What is a nebula? How to instantly know what the new Webb Telescope images show

It’s one of the most common words used by astronomers – and two of them appear in the first packet of images from the James Webb Space Telescope – but do you know what a nebula is?

If you think you do, you probably don’t.

This is because the word nebula actually has several different meanings. Boring, right? A symptom of “blurry spots” in the night sky being gradually revealed by better and better telescopes, the history of astronomy has left us with several completely different types of nebulae.
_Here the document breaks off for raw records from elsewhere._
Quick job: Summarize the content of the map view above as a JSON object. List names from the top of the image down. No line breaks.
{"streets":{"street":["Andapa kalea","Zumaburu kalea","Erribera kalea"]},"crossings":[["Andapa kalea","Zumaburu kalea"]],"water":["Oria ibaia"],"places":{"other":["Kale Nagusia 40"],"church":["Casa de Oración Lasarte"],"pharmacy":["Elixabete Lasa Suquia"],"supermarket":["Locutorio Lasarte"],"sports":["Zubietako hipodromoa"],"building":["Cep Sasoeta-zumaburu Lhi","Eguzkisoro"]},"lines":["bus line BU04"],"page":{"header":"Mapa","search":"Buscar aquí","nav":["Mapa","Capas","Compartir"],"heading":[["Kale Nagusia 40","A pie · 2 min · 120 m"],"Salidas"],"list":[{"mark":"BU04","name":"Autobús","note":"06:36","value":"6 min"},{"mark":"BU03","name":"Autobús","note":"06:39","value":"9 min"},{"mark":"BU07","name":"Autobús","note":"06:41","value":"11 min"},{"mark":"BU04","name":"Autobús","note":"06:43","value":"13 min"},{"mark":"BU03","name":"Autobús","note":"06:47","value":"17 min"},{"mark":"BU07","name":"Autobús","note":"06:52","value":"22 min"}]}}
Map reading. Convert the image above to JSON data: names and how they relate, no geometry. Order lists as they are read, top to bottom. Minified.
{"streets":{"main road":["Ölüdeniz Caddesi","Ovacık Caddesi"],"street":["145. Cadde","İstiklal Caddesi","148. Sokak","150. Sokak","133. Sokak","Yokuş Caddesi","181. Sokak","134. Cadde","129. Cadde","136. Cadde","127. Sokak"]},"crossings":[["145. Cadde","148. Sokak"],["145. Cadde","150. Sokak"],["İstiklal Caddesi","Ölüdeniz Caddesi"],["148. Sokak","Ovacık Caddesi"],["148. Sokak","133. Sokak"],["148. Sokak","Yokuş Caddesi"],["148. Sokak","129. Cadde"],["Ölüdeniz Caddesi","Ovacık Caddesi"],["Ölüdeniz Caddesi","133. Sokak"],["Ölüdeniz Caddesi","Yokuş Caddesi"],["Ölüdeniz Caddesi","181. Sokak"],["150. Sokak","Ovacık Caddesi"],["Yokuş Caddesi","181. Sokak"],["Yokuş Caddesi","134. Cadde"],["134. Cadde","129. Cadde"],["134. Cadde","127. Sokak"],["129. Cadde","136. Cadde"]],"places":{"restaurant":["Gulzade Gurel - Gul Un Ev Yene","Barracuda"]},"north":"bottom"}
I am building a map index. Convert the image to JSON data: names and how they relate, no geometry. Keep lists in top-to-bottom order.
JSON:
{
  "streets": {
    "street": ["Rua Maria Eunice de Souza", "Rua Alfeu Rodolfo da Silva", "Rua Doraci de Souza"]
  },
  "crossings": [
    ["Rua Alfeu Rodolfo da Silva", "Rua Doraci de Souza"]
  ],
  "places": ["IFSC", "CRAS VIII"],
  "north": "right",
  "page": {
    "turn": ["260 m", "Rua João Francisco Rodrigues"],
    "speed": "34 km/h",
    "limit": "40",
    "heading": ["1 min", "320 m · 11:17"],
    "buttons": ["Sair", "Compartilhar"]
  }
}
Here’s everything you need to know about this most beautiful word and the often weird and wonderful objects it refers to:

Why there are several types of nebula

A nebula – which comes from the Latin word for cloud – historically refers to something in the night sky that is neither a planet nor a comet. In short, a fuzzy spot in telescopes until the 20th century.

Many of those blurry spots turned out to be something else. For example, the Andromeda Nebula became the Andromeda Galaxy. However, the term nebula always refers to a cloud, especially of interstellar dust and gas.

1. Planetary Nebula

The remnants of a supernova star are called a planetary nebula. Why? Their blue-green appearance is reminiscent of Uranus and Neptune. In a planetary nebula, the remnant core of a collapsed giant star – now a white dwarf – is producing enough energy to make its surrounding shell of gas glow.

Famous examples of a planetary nebula include:

2. Diffuse Nebula

Diffuse nebulae are a stage in the circle of life in the Universe. They are areas of cosmic gas and dust that give birth to stars. These star forming regions are among the most exciting objects to observe in the night sky and are often the targets of space telescopes. Since they emit their own light, these clouds of dust and gas are often also called emission nebulae.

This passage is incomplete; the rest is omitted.